▶ **PROVIDED RECORDS**
╔══

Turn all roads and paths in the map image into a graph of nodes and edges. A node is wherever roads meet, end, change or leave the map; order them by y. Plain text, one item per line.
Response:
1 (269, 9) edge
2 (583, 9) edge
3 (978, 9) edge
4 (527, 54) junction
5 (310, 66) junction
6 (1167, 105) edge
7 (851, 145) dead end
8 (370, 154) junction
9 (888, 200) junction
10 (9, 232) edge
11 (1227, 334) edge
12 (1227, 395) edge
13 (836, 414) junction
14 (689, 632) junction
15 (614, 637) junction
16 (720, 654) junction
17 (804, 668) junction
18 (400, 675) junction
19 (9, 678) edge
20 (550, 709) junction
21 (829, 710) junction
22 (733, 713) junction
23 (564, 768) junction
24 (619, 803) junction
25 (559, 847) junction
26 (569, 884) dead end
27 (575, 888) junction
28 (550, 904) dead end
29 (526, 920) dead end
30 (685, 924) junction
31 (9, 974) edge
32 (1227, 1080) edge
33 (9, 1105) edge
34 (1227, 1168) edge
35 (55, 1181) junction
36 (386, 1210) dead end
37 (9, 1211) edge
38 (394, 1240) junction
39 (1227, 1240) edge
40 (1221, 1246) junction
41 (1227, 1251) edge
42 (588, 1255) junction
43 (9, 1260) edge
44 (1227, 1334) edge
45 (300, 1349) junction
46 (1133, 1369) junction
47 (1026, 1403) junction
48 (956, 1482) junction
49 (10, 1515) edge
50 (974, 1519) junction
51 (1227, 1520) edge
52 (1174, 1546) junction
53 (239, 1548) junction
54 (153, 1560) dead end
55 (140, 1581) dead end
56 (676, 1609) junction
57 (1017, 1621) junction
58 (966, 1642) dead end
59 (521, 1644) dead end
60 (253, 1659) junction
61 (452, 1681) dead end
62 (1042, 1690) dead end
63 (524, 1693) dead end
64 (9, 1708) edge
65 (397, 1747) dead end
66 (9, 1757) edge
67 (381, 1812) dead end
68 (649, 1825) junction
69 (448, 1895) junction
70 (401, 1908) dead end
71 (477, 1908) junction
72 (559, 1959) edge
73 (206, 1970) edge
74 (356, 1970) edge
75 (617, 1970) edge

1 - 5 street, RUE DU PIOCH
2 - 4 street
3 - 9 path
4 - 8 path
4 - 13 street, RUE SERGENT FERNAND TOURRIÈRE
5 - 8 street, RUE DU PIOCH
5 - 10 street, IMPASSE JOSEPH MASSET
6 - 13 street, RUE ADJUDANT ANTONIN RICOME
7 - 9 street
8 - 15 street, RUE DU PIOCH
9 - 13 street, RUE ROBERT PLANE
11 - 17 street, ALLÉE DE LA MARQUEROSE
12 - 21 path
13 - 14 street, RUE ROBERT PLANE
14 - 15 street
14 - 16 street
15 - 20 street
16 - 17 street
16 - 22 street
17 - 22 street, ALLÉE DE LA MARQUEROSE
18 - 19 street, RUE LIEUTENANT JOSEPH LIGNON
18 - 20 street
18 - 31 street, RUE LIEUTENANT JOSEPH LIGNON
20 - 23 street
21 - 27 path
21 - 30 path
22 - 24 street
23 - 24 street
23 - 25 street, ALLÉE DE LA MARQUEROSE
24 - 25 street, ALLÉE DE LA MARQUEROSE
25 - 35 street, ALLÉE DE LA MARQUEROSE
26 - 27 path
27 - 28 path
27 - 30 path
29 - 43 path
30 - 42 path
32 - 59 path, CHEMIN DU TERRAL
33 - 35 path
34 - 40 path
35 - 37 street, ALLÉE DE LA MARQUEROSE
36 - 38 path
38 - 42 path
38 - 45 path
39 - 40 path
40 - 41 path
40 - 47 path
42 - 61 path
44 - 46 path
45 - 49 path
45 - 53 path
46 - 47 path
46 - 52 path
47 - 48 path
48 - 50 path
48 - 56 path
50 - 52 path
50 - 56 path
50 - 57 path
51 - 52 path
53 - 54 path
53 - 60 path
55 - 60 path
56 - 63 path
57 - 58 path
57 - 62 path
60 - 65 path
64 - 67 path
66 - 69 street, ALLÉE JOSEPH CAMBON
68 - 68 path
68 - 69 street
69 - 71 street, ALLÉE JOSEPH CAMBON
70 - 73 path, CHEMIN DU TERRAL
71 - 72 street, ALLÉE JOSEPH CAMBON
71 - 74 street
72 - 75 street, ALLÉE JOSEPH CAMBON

╚══

▶ **YOUR TASK**
Among the entries above, which lines include "CAMBON"? List them all.

▶ **RESULT OF THE EXERCISE**
66 - 69 street, ALLÉE JOSEPH CAMBON
69 - 71 street, ALLÉE JOSEPH CAMBON
71 - 72 street, ALLÉE JOSEPH CAMBON
72 - 75 street, ALLÉE JOSEPH CAMBON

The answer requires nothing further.